Specialised bath products to relieve the symptoms of allergic (atopic) eczema are of “questionable” value, says the Drug and Therapeutics Bulletin (DTB). The NHS forks out more than £16 million a year on bath emollients, equivalent to almost 40% of the total cost of eczema treatments prescribed for pre-school children, says DTB.
There is little published research on the benefits of the gels, creams and lotions applied to ease the symptoms of various dry skin conditions, including eczema, as a whole, says DTB.
But there is no evidence to show that bath products, most of which contain liquid paraffin, work. And even the medical experts can’t agree on their effectiveness, it says.
Emollients are used to improve the symptoms and appearance of dry skin conditions and cut down on the use of steroid creams.
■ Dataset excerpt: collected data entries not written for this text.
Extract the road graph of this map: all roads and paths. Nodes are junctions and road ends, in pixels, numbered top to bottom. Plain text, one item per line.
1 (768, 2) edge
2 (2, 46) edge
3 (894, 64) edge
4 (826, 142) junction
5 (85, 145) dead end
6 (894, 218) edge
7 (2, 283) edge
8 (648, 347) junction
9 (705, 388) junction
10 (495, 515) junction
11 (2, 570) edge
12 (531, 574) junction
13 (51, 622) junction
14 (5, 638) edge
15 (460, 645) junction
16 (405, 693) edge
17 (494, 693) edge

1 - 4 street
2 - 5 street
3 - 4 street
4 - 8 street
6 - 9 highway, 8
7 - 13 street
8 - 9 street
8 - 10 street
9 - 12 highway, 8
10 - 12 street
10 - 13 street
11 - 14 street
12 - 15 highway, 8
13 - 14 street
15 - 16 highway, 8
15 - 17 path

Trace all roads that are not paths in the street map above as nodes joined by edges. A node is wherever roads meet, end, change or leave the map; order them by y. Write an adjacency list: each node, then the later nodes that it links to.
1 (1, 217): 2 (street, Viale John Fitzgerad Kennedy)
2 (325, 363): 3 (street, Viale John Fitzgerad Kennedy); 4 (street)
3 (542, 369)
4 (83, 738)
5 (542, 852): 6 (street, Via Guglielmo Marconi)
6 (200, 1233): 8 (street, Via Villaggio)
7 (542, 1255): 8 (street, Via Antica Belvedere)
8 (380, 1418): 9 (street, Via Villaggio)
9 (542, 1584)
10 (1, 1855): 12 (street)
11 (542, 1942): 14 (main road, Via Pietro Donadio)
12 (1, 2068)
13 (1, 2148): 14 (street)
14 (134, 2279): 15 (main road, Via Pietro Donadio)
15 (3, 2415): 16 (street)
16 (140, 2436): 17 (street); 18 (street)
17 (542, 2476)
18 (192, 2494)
The theory behind their use is that they prevent water loss from the skin and form a protective barrier against external skin irritants.
The long experience of healthcare professionals indicates that normal emollients applied directly to the skin are effective, says DTB.
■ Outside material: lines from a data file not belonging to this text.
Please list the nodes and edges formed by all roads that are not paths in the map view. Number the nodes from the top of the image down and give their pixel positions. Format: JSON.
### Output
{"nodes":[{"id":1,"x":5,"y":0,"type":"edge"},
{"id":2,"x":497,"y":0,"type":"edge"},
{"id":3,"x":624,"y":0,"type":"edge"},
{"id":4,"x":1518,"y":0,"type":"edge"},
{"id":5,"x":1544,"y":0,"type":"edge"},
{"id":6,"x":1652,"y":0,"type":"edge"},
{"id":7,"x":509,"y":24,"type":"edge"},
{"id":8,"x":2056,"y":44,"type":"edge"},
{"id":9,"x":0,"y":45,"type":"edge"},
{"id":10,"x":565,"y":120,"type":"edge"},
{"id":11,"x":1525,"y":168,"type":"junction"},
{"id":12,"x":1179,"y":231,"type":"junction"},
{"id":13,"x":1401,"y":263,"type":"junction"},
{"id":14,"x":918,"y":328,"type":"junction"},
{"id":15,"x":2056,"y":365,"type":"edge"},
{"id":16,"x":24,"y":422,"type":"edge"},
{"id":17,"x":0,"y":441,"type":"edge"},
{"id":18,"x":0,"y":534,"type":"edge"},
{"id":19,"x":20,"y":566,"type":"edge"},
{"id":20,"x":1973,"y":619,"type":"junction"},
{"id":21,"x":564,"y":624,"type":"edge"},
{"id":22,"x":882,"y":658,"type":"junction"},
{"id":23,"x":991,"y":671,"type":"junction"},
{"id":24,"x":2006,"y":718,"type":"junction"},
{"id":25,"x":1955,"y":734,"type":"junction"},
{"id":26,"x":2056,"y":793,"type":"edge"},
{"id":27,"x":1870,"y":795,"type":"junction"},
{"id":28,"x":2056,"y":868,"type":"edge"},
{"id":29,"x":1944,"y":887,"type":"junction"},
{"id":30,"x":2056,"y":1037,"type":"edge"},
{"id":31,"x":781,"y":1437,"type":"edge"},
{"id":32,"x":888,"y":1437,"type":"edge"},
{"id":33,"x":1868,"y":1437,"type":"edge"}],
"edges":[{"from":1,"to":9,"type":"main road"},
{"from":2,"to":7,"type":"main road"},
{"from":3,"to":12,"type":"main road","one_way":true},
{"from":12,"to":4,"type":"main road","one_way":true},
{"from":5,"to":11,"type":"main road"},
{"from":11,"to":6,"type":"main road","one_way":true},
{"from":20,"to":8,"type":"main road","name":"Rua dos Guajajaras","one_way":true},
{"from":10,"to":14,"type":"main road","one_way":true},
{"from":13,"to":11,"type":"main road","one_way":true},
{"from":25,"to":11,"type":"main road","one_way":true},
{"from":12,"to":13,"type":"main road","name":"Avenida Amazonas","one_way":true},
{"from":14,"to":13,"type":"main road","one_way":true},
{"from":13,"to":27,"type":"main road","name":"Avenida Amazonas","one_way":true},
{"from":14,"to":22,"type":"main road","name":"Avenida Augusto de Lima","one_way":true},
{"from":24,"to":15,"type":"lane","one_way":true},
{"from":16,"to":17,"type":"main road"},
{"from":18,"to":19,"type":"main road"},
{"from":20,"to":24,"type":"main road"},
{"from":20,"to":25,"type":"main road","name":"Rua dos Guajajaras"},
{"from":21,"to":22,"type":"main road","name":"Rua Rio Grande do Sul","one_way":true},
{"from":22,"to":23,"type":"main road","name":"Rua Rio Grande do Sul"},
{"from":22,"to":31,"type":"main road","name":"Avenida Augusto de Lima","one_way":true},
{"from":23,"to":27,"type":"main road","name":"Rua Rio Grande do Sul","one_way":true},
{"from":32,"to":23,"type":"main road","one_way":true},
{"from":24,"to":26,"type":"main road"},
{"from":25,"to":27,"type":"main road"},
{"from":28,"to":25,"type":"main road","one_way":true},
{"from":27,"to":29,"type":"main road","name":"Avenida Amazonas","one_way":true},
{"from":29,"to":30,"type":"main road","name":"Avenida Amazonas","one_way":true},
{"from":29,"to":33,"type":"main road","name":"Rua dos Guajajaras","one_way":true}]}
There is some published research to back this up. And national treatment guidelines widely recommend the liberal use of emollients two to three times a day, including after bathing.
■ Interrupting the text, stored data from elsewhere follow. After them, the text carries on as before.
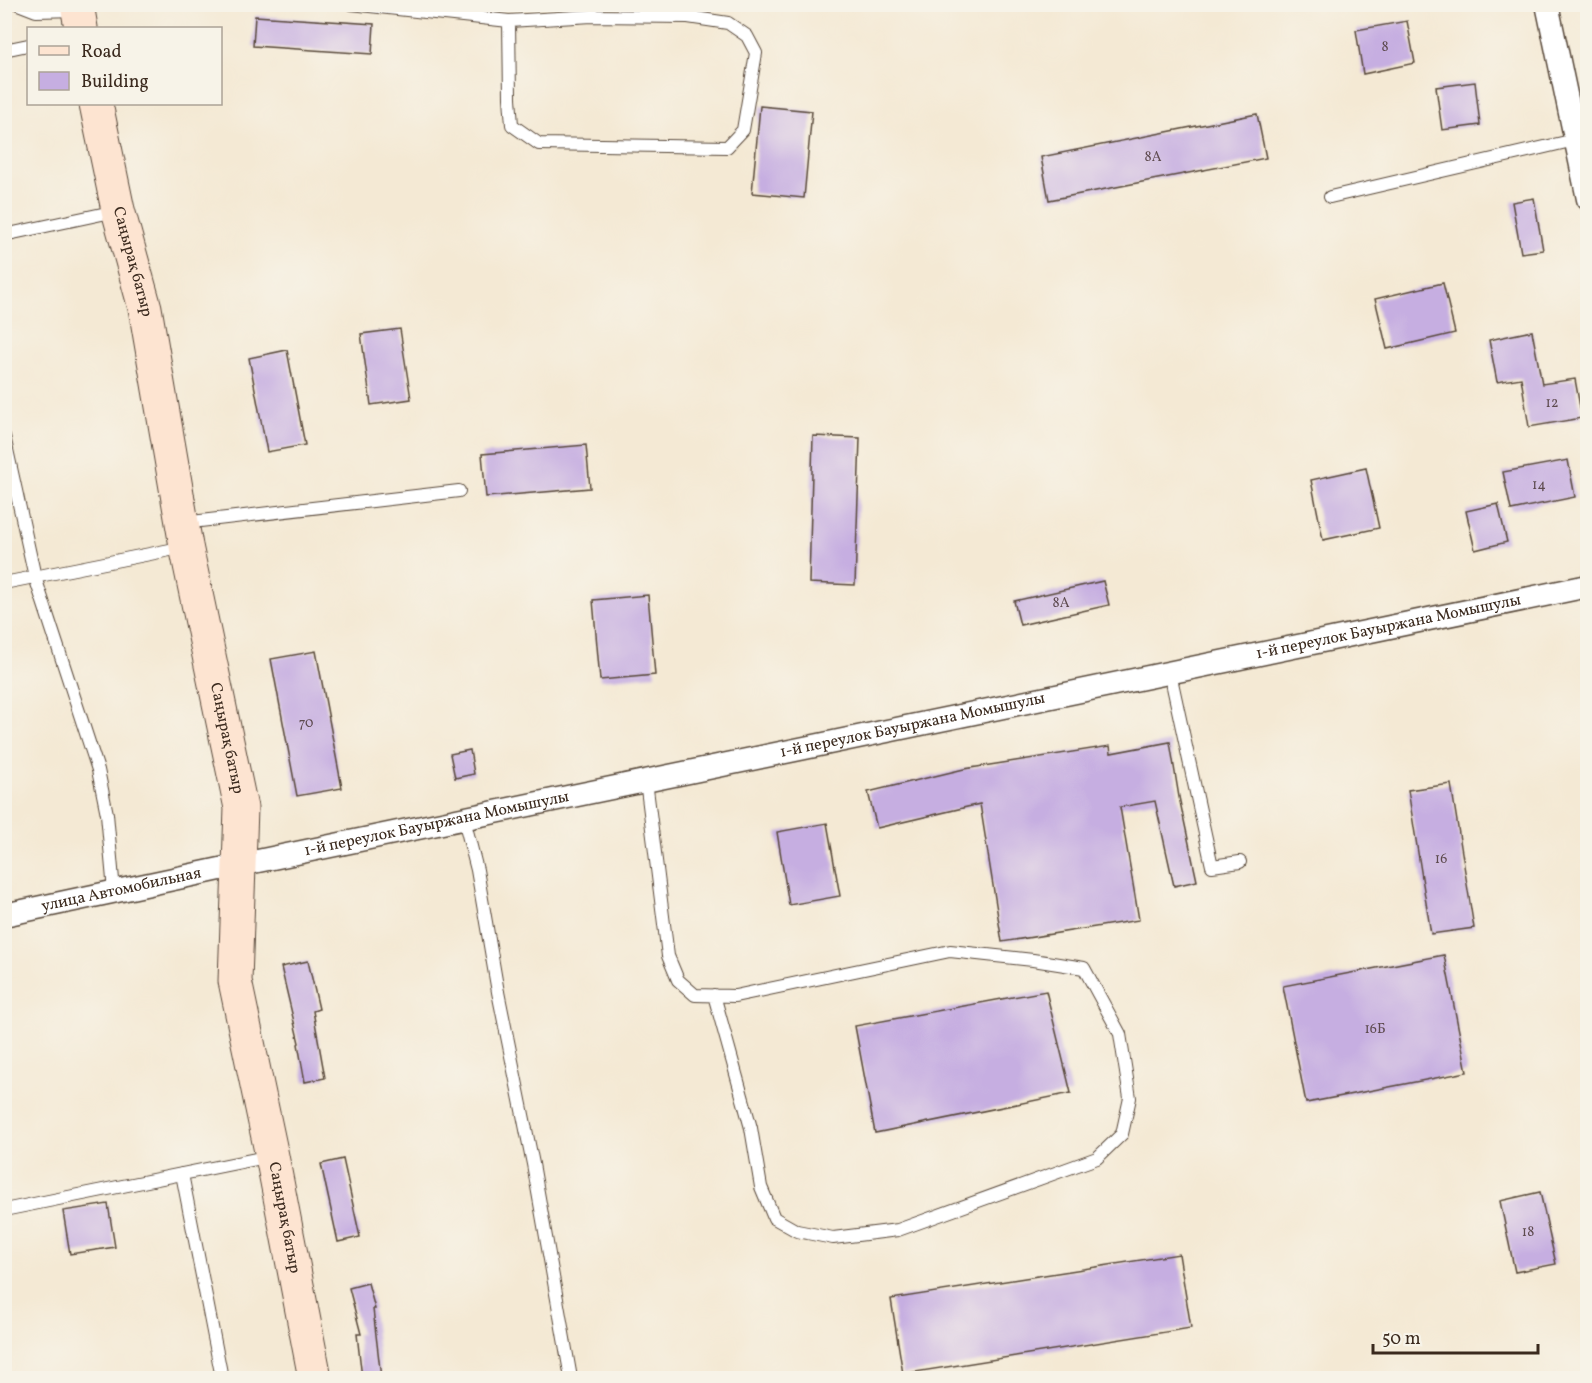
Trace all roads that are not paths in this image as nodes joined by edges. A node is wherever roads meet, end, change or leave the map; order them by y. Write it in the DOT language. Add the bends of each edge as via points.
graph roads {
  1 [pos="18,4"];
  2 [pos="351,4"];
  3 [pos="1547,4"];
  4 [pos="79,14"];
  5 [pos="509,21"];
  6 [pos="27,45"];
  7 [pos="4,50"];
  8 [pos="96,105"];
  9 [pos="1581,139"];
  10 [pos="1330,197"];
  11 [pos="1587,199"];
  12 [pos="118,210"];
  13 [pos="4,235"];
  14 [pos="4,436"];
  15 [pos="459,491"];
  16 [pos="184,535"];
  17 [pos="35,577"];
  18 [pos="4,583"];
  19 [pos="1587,586"];
  20 [pos="1170,673"];
  21 [pos="646,781"];
  22 [pos="464,819"];
  23 [pos="1240,862"];
  24 [pos="239,865"];
  25 [pos="114,891"];
  26 [pos="4,915"];
  27 [pos="714,995"];
  28 [pos="272,1156"];
  29 [pos="182,1174"];
  30 [pos="4,1210"];
  31 [pos="222,1378"];
  32 [pos="315,1378"];
  33 [pos="571,1378"];
  1 -- 4 [label="lane" via="36,11"];
  2 -- 5 [label="lane"];
  3 -- 9 [label="street"];
  5 -- 5 [label="lane" via="513,125 539,144 727,147 743,130 756,53 747,36 728,23 688,17 624,16"];
  6 -- 7 [label="lane"];
  8 -- 12 [label="street, Саңырақ батыр"];
  9 -- 10 [label="lane"];
  9 -- 11 [label="street"];
  12 -- 13 [label="lane"];
  12 -- 16 [label="street, Саңырақ батыр" via="145,308"];
  14 -- 17 [label="lane"];
  15 -- 16 [label="lane"];
  16 -- 17 [label="lane"];
  16 -- 24 [label="street, Саңырақ батыр" via="241,808"];
  17 -- 18 [label="lane"];
  17 -- 25 [label="lane" via="98,770 107,814"];
  19 -- 20 [label="street, 1-й переулок Бауыржана Момышулы"];
  20 -- 21 [label="street, 1-й переулок Бауыржана Момышулы"];
  20 -- 23 [label="lane" via="1212,866"];
  21 -- 22 [label="street, 1-й переулок Бауыржана Момышулы"];
  21 -- 27 [label="lane" via="668,956 678,980 695,995"];
  22 -- 24 [label="street, 1-й переулок Бауыржана Момышулы"];
  22 -- 33 [label="lane" via="477,870"];
  24 -- 25 [label="street, улица Автомобильная"];
  24 -- 28 [label="street, Саңырақ батыр" via="235,981"];
  25 -- 26 [label="street, улица Автомобильная"];
  27 -- 27 [label="lane" via="750,1128 761,1187 774,1218 797,1231 833,1239 898,1230 1097,1158 1122,1134 1130,1098 1120,1034 1084,968 950,951 735,996"];
  28 -- 29 [label="lane"];
  28 -- 32 [label="street, Саңырақ батыр"];
  29 -- 30 [label="lane"];
  29 -- 31 [label="lane"];
}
But there is no such consensus for bath emollients, says DTB.
And important questions, such as how these products compare with other bathing products and the use of skin creams after washing, have not been answered.
Yet healthcare professionals frequently tell patients to use them, and the British Association of Dermatologists also recommends their use in its advice to patients.
“Given that bath emollients are expensive, and the NHS spends a considerable sum on them, we believe their use requires proper evaluation,” says DTB.
And adequate application of topical skin creams without the addition of bath emollients is “entirely reasonable,” it concludes.